> _To do_
Every line below between the one holding "position:relative; width:583px; height:823px;" and the one holding "display:flex; align-items:center; gap:10px;", inclusive, should be copied exactly, and no other line.
----------
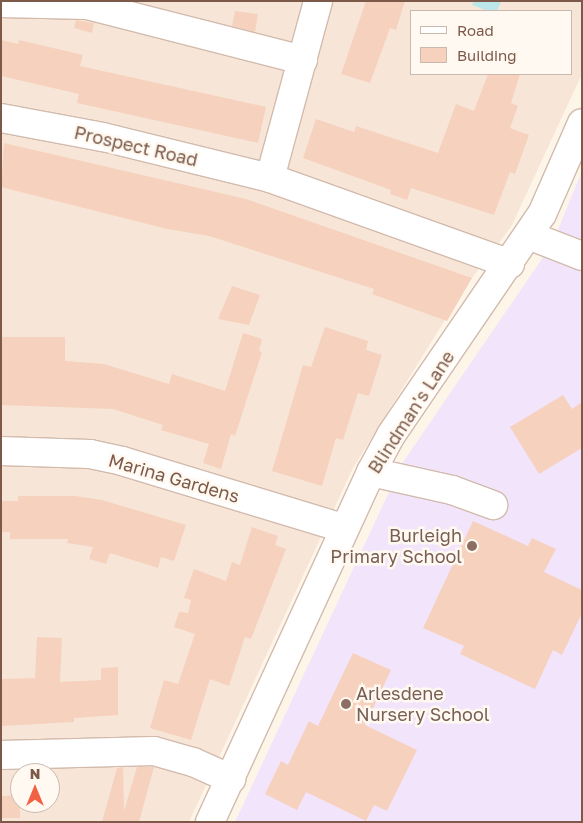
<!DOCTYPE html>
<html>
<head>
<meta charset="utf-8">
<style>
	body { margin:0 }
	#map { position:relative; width:583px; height:823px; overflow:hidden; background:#fef5e9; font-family:"Golos Text",sans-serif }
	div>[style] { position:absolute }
	.residential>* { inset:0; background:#f7e6d7 }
	.education>* { inset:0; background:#f2e5fb }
	.water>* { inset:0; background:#bbe6ea }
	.building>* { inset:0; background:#f6d1be }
	.roads { filter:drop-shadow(1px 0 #d2bbad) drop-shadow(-1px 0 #d2bbad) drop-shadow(0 1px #d2bbad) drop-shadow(0 -1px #d2bbad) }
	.minor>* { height:28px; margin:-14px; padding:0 14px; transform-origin:14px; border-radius:14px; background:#fff }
	.dots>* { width:14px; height:14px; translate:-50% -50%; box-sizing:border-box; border:2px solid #fff9f1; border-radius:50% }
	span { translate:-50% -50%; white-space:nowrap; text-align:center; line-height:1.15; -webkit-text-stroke:5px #fff9f1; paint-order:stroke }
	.street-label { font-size:18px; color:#7c5949 }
	.education-label { font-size:18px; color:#785e54 }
	.right { translate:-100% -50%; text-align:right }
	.left { translate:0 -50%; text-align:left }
	.frame { position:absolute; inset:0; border:2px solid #7c5949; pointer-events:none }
	.legend { position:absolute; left:410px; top:10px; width:162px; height:65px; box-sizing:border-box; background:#fff9f1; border:1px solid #cbb9ae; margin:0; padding:6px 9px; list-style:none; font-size:15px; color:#7c5949 }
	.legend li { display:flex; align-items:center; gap:10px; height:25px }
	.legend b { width:25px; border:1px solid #cbb9ae }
	.north { position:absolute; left:10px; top:763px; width:50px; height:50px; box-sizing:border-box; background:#fff9f1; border:1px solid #cbb9ae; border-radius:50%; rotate:0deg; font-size:14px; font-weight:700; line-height:20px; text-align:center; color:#7c5949 }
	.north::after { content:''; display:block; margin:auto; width:18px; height:22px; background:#f16245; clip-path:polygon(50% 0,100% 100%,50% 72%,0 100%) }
</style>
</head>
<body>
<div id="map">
	<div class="residential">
		<div style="clip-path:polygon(evenodd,1px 1px,582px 1px,582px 74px,511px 227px,468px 283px,353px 468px,189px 822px,1px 822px,1px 1px,412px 11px,572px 11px,572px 74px,412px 74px,412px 11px,1px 1px,20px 773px,50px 773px,50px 803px,20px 803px,20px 773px)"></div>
	</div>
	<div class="education">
		<div style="clip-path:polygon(582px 171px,582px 822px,235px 822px,403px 462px,552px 244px)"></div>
	</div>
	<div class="water">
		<div style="clip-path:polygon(474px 1px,499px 1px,501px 2px,497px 11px,488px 11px,472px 5px)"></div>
	</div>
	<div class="building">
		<div style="clip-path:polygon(366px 1px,405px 1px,396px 30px,390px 28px,370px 83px,341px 74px)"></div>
		<div style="clip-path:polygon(235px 11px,258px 14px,255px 32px,232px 26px)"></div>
		<div style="clip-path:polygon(76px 20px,94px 23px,92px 33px,74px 28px)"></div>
		<div style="clip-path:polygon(1px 40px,18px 44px,19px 40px,83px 55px,80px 66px,266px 107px,258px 143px,77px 103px,79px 94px,1px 76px)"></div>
		<div style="clip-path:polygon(488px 74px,520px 74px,511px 103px,518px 106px,510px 128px,529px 135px,515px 174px,510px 172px,494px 215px,411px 188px,407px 200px,390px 194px,391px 190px,303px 158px,316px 119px,354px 132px,356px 126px,438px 153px,456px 104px,474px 111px)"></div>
		<div style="clip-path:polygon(4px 143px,246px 199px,472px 278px,447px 321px,372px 294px,374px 289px,209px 236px,167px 229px,1px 187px)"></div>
		<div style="clip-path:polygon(232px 286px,260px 295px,249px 325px,218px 319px)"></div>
		<div style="clip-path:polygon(325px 327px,368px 341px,366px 350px,382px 355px,369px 396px,358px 393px,343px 440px,336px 438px,322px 486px,272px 471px,303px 365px,311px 367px)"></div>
		<div style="clip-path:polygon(243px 333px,262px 339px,259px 351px,262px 352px,235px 436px,231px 434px,221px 469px,203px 463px,209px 444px,161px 430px,163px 425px,113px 409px,1px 405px,1px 337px,65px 337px,65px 361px,104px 364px,169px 384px,172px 374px,225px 391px)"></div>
		<div style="clip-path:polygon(563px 395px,572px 409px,582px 402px,582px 448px,539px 474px,510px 427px)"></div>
		<div style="clip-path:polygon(18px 496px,75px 496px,102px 500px,186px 525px,174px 561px,161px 557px,158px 568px,110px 553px,106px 564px,89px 559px,93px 547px,67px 543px,68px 539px,10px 539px,10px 532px,1px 532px,1px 501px,18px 501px)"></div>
		<div style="clip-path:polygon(473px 521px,528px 546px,532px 538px,556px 549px,544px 572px,582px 590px,582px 613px,562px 655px,553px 650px,535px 689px,460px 654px,464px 646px,423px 628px)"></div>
		<div style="clip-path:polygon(252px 527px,278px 536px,275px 545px,286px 549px,251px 639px,245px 637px,229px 686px,210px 679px,191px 740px,150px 728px,164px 680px,178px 684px,195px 634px,174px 627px,179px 612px,188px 613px,191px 600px,184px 598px,194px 569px,226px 581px,232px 562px,240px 565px)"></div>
		<div style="clip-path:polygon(37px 637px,62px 638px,60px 682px,101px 680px,101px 668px,118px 667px,118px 715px,74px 718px,74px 722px,1px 726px,1px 679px,35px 678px)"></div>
		<div style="clip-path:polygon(353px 653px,391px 670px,365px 725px,417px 750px,387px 811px,374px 805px,366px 821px,306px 792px,297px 810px,265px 794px,281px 761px,288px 765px,309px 721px,318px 726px)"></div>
		<div style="clip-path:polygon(123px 767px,124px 811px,137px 767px,154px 767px,139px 822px,102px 822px,117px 768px)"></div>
		<div style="clip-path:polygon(20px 795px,20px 818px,1px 818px,1px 796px)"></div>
	</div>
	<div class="roads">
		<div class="minor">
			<div style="left:1px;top:3px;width:86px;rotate:1.3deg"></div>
			<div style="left:87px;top:5px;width:223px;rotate:14.3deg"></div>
			<div style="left:1px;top:118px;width:104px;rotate:10.6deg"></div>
			<div style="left:103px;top:137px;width:172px;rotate:13.8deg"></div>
			<div style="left:270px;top:178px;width:255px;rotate:19.7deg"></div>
			<div style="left:270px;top:178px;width:183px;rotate:-74.8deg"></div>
			<div style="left:528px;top:235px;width:58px;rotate:21.3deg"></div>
			<div style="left:1px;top:451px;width:89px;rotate:1.9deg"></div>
			<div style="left:90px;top:454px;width:33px;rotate:12deg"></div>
			<div style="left:122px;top:461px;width:231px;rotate:16.9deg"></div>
			<div style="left:371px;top:472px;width:83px;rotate:12.5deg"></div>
			<div style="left:452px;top:490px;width:44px;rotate:20.1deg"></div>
			<div style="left:1px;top:755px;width:153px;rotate:-1.5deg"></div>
			<div style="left:154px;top:751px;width:41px;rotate:15.8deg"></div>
			<div style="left:193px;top:762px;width:42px;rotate:24.1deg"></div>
			<div style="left:210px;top:822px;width:385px;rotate:-65.3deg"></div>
			<div style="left:371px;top:472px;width:42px;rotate:-61.6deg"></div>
			<div style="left:391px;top:435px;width:268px;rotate:-55.7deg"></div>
			<div style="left:542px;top:214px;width:99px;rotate:-66.3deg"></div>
		</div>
	</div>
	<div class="dots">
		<div style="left:472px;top:546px;background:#8d6e63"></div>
		<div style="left:346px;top:704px;background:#8d6e63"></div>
	</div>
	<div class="street-label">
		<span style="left:136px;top:146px;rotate:13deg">Prospect Road</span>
		<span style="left:411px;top:412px;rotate:-57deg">Blindman's Lane</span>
		<span style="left:174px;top:478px;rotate:16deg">Marina Gardens</span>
	</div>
	<div class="education-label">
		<span class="right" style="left:462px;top:546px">Burleigh<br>Primary School</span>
		<span class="left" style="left:356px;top:704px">Arlesdene<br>Nursery School</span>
	</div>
	<div class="frame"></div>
	<ul class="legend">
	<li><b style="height:6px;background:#fff"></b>Road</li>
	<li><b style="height:14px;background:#f6d1be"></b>Building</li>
	</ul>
	<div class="north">N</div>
</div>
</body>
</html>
----------
> _Response for this exercise_
	#map { position:relative; width:583px; height:823px; overflow:hidden; background:#fef5e9; font-family:"Golos Text",sans-serif }
	div>[style] { position:absolute }
	.residential>* { inset:0; background:#f7e6d7 }
	.education>* { inset:0; background:#f2e5fb }
	.water>* { inset:0; background:#bbe6ea }
	.building>* { inset:0; background:#f6d1be }
	.roads { filter:drop-shadow(1px 0 #d2bbad) drop-shadow(-1px 0 #d2bbad) drop-shadow(0 1px #d2bbad) drop-shadow(0 -1px #d2bbad) }
	.minor>* { height:28px; margin:-14px; padding:0 14px; transform-origin:14px; border-radius:14px; background:#fff }
	.dots>* { width:14px; height:14px; translate:-50% -50%; box-sizing:border-box; border:2px solid #fff9f1; border-radius:50% }
	span { translate:-50% -50%; white-space:nowrap; text-align:center; line-height:1.15; -webkit-text-stroke:5px #fff9f1; paint-order:stroke }
	.street-label { font-size:18px; color:#7c5949 }
	.education-label { font-size:18px; color:#785e54 }
	.right { translate:-100% -50%; text-align:right }
	.left { translate:0 -50%; text-align:left }
	.frame { position:absolute; inset:0; border:2px solid #7c5949; pointer-events:none }
	.legend { position:absolute; left:410px; top:10px; width:162px; height:65px; box-sizing:border-box; background:#fff9f1; border:1px solid #cbb9ae; margin:0; padding:6px 9px; list-style:none; font-size:15px; color:#7c5949 }
	.legend li { display:flex; align-items:center; gap:10px; height:25px }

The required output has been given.